With a new administration in place, Biden‘s China Policy team is also taking its place. According to an article in the Wall Street Journal, Biden has equipped his China policy team with a strong group of people who have deep ties to each other but different goals. The way they work together could determine whether the new administration’s China policy is unified or divided, with the latter scenario threatening to give China an opportunity to take advantage of it.
The article notes that Biden’s China policy team is full of rivals. While these top officials have longstanding ties to each other, they have their own distinct goals on climate, human rights and trade policy. How they work together determines whether the Biden Administration‘s China policy will be unified or fraught and easily exploited.
For example, John Kerry, a former secretary of state and climate change envoy who is also a member of the White House National Security Council, and Kurt Campbell, the NSC’s “Indo-Pacific coordinator” known as the “czar of Asia” and former assistant secretary of state for Asia and the Pacific, have been at odds with each other over their views on China. Kurt Campbell, the NSC’s “Indo-Pacific coordinator” who was the State Department’s assistant secretary for Asia-Pacific, has pursued a completely different course on China. Kerry, who is pushing for an international climate agreement, favors cooperation with China, while Campbell wants to push back hard against China.
Both they and their current leaders, White House national security adviser Jake Sullivan, served in former President Barack Obama’s administration, and, in addition, Susan Rice, Obama’s national security adviser, is now chairman of Biden’s White House Interior Committee. Some of Rice’s former colleagues say she may also weigh in on some China issues.
Sullivan now needs to integrate the views of those people and with the heads of the Treasury, State, Commerce and U.S. Trade Representative offices. The difficulty is that the views of this group are often divided.
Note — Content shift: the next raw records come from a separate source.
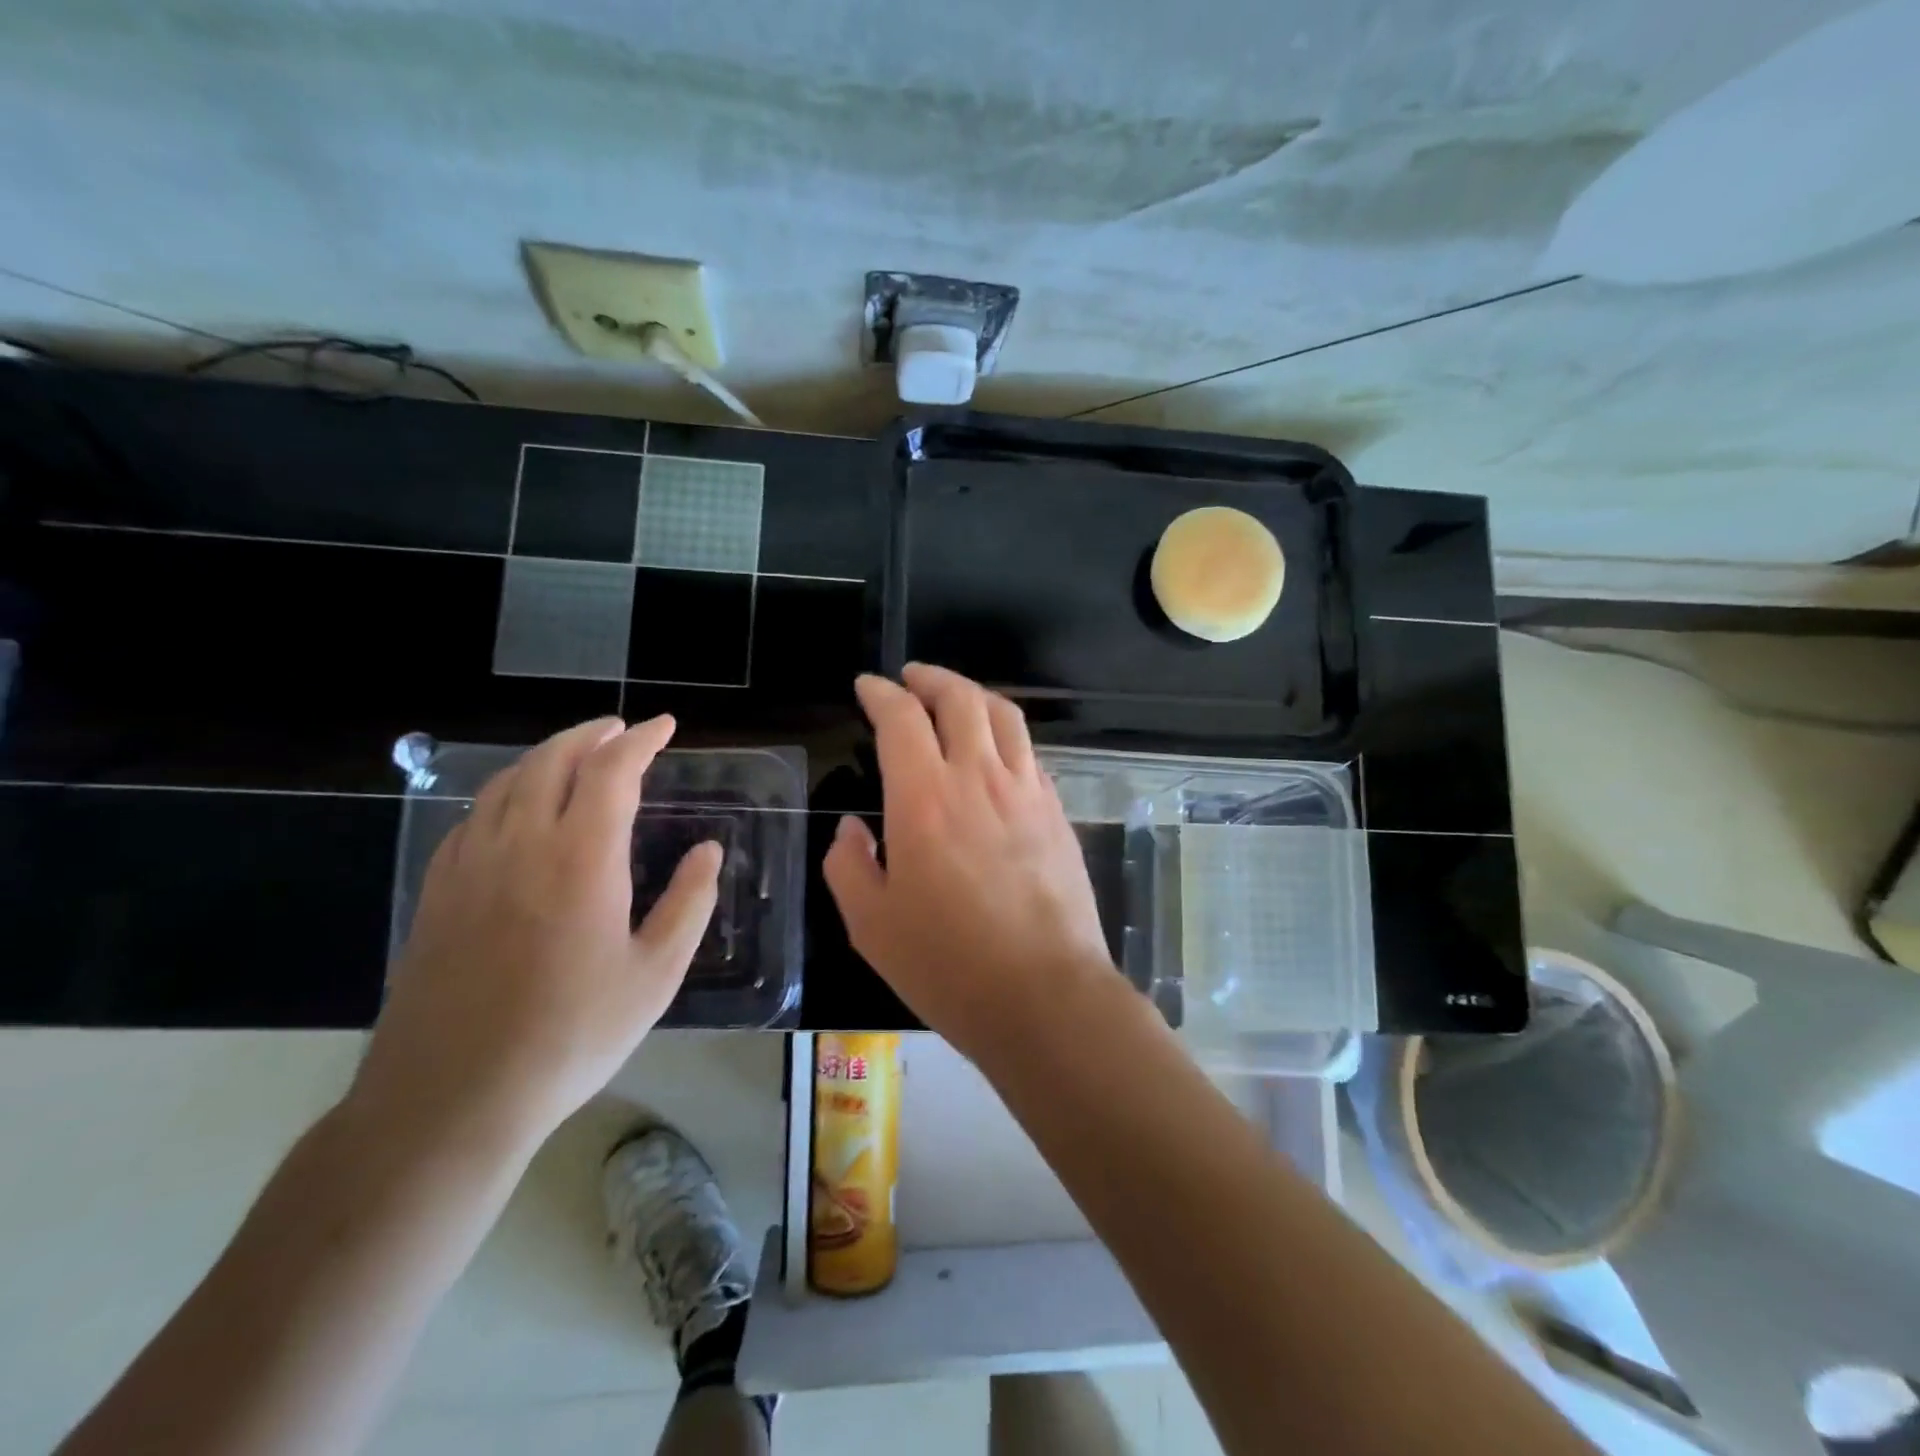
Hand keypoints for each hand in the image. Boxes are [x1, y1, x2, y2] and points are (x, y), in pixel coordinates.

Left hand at [354, 716, 720, 1153]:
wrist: (451, 1098)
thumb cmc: (571, 1035)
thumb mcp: (656, 974)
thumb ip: (689, 902)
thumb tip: (709, 850)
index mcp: (581, 857)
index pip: (612, 771)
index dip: (642, 741)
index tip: (665, 727)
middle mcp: (521, 844)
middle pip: (552, 760)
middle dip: (592, 735)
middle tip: (622, 730)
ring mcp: (470, 866)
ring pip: (506, 782)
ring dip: (546, 756)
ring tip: (575, 755)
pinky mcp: (438, 892)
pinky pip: (473, 817)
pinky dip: (505, 792)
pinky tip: (516, 809)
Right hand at [823, 664, 1113, 1059]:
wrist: (1043, 994)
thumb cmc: (947, 964)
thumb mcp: (871, 924)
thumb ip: (848, 865)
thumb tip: (851, 829)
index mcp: (924, 799)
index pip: (901, 718)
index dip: (881, 693)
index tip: (868, 687)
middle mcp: (978, 779)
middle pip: (960, 698)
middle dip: (931, 678)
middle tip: (911, 679)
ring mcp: (1026, 791)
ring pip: (1003, 716)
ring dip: (973, 695)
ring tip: (954, 699)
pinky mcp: (1057, 812)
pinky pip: (1029, 752)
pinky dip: (1005, 734)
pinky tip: (995, 752)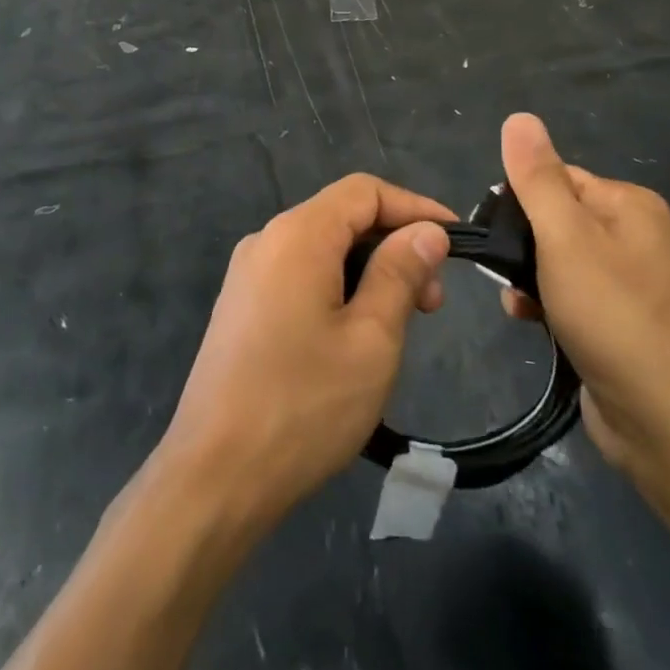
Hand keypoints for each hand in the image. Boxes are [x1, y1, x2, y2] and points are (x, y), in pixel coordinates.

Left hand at [156, 175, 454, 526]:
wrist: (214, 478)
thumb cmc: (303, 405)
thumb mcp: (371, 339)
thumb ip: (400, 273)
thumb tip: (426, 230)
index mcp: (298, 234)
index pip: (365, 191)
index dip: (415, 207)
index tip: (455, 241)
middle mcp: (267, 240)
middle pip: (342, 217)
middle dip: (394, 245)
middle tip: (432, 303)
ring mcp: (248, 275)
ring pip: (322, 249)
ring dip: (369, 271)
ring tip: (401, 323)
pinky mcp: (241, 307)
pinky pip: (300, 275)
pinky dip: (338, 288)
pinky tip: (356, 334)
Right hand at [498, 114, 669, 496]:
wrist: (665, 423)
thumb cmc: (612, 316)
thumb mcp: (565, 237)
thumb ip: (538, 177)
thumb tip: (519, 117)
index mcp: (628, 203)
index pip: (556, 177)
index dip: (520, 201)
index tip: (496, 233)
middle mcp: (632, 234)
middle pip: (553, 217)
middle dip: (522, 244)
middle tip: (505, 271)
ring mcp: (628, 280)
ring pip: (554, 258)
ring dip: (527, 277)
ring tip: (517, 303)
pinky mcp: (617, 319)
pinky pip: (568, 293)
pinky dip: (545, 302)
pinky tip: (529, 321)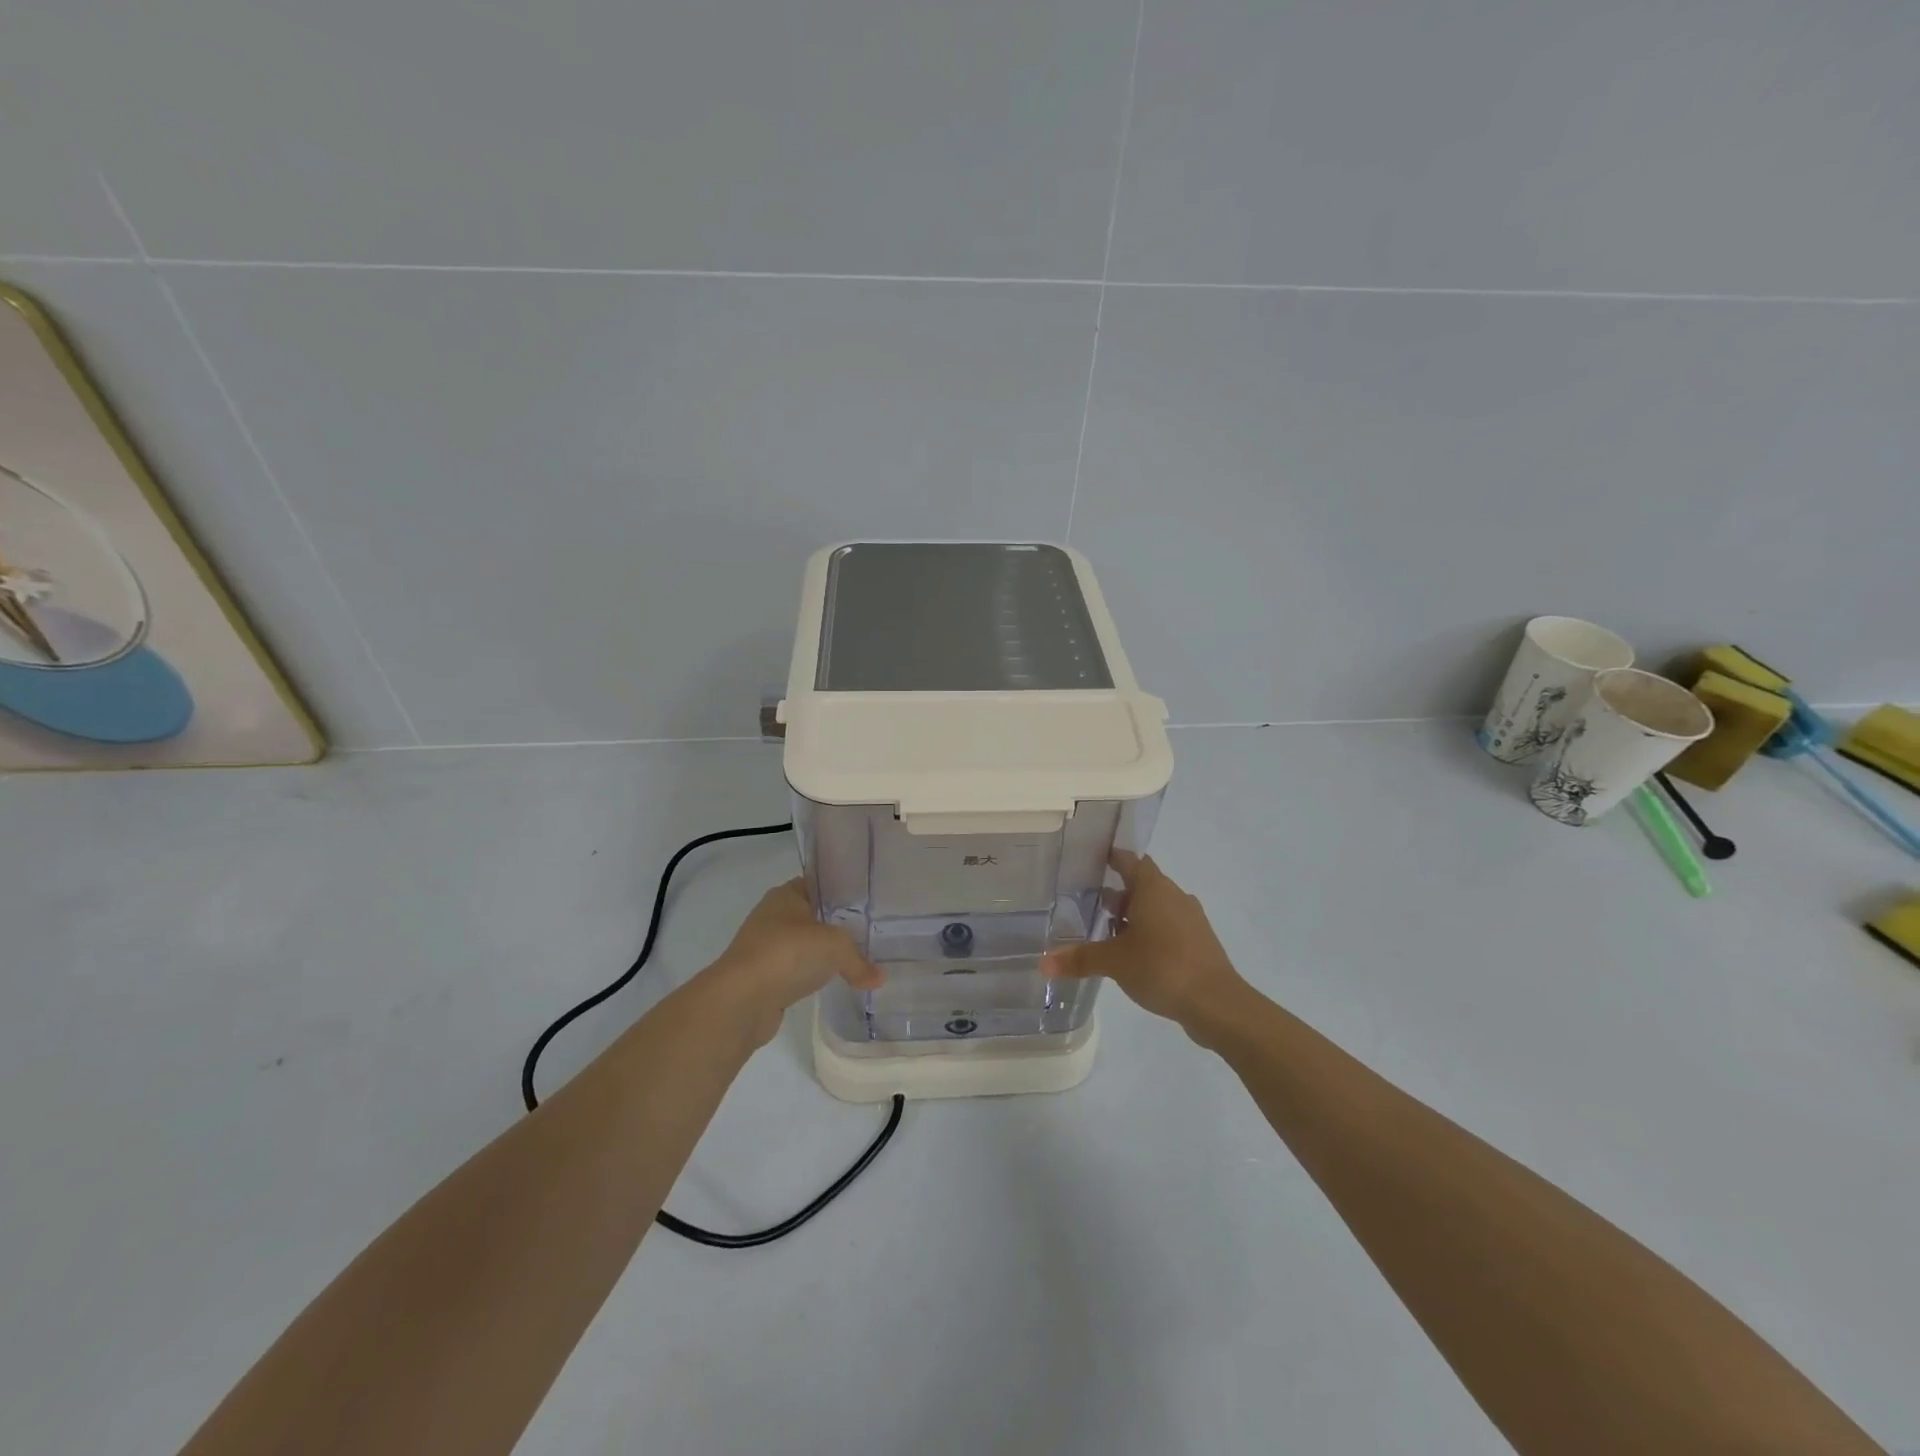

According to the article, the U.S. strategy is still being developed and sorted out, but the focus is on two fronts: investing heavily in advanced technology at Home and recruiting united democratic allies to build what Biden calls a “united front” against China. This includes consulting with allies before deciding whether to lift tariffs on China.
But even some of Biden’s allies expect the fissures in Biden’s team to come to the fore on issues such as human rights or industrial policy, just as they have pitted economic officials against national security officials in previous U.S. administrations.
The Wall Street Journal said that within the Biden administration, the focus of attention is largely on whether Kerry and Campbell can work as a team and which of them will try to lead relations with China.
Kerry, 77, who reports directly to Biden, worked with him for 24 years on the Senate Foreign Relations Committee. Those who have worked with Kerry say he is not constrained by bureaucracy: His instinct is to “get on the plane and make a final deal with China right away.
Campbell, 64, has spent the last several decades studying Chinese policy and has longstanding ties to Chinese officials. Together with Sullivan, he helped design the Obama administration’s “turn to China” strategy with China.